For example, take the following code which calculates square roots for first 10 numbers:

>>> [i ** 0.5 for i in range(1, 11)]
[1.0, 1.4142135623730951, 1.7320508075688772, 2.0, 2.23606797749979, 2.449489742783178, 2.6457513110645907, 2.8284271247461903, 3.0, 3.1622776601683795]

This preceding code can be converted to run on two CPU cores by the following:

>>> import math
>>> from joblib import Parallel, delayed
    [1.0, 1.4142135623730951, 1.7320508075688772, 2.0, 2.23606797749979, 2.449489742783178, 2.6457513110645907, 2.8284271247461903, 3.0, 3.1622776601683795]

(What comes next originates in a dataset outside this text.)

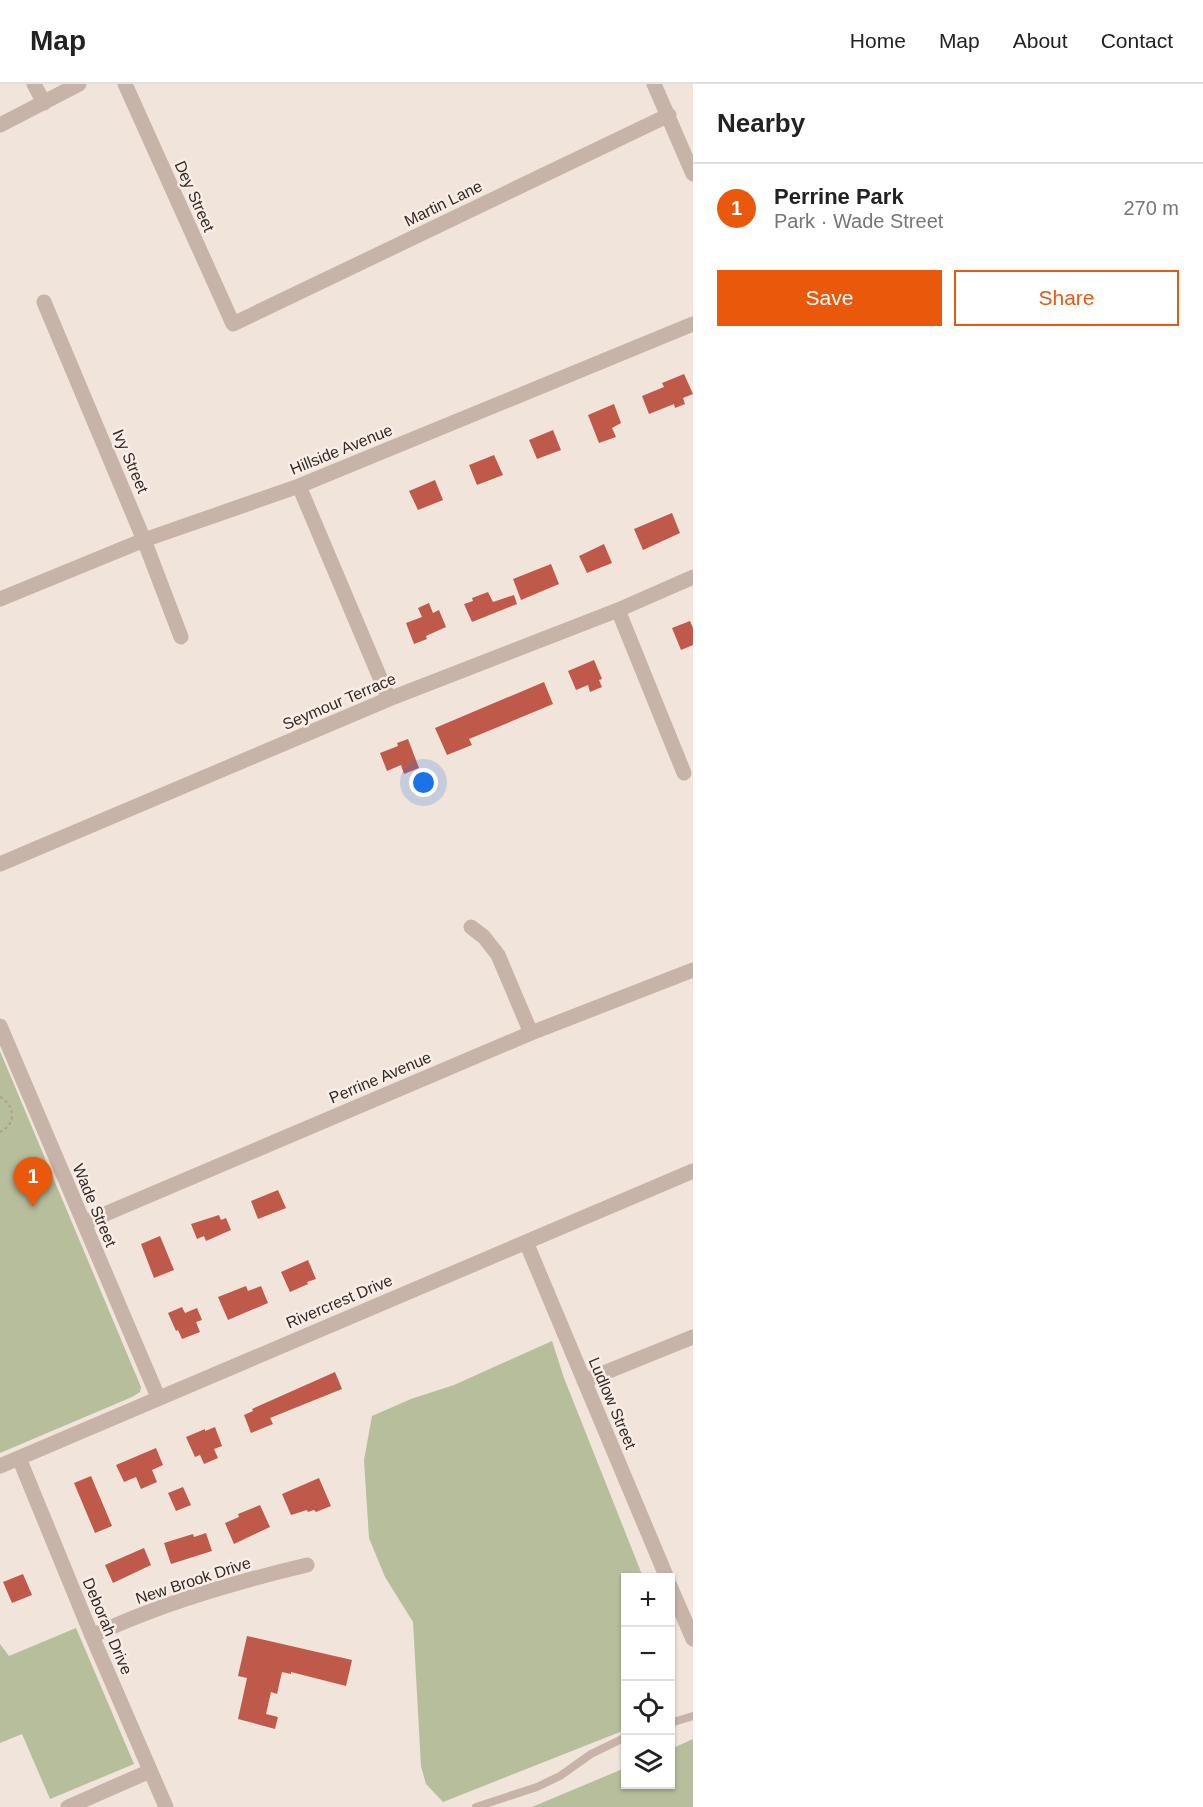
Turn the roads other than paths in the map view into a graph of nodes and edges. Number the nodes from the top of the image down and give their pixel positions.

Here is another example: this is our primality checker that we had written earlier to run using multiprocessing, rewritten to use the joblib package:

# prime_joblib.py
from joblib import Parallel, delayed

def is_prime(n):
    """ Check for input number primality """
    
    for i in range(3, int(n**0.5+1), 2):
        if n % i == 0:
            print(n,'is not prime')
            return False

    print(n,'is prime')     
    return True

if __name__ == "__main__":
    numbers = [1297337, 1116281, 104395303, 472882027, 533000389, 817504243, 982451653, 112272535095293, 115280095190773, 1099726899285419]*100
    Parallel(n_jobs=10)(delayed(is_prime)(i) for i in numbers)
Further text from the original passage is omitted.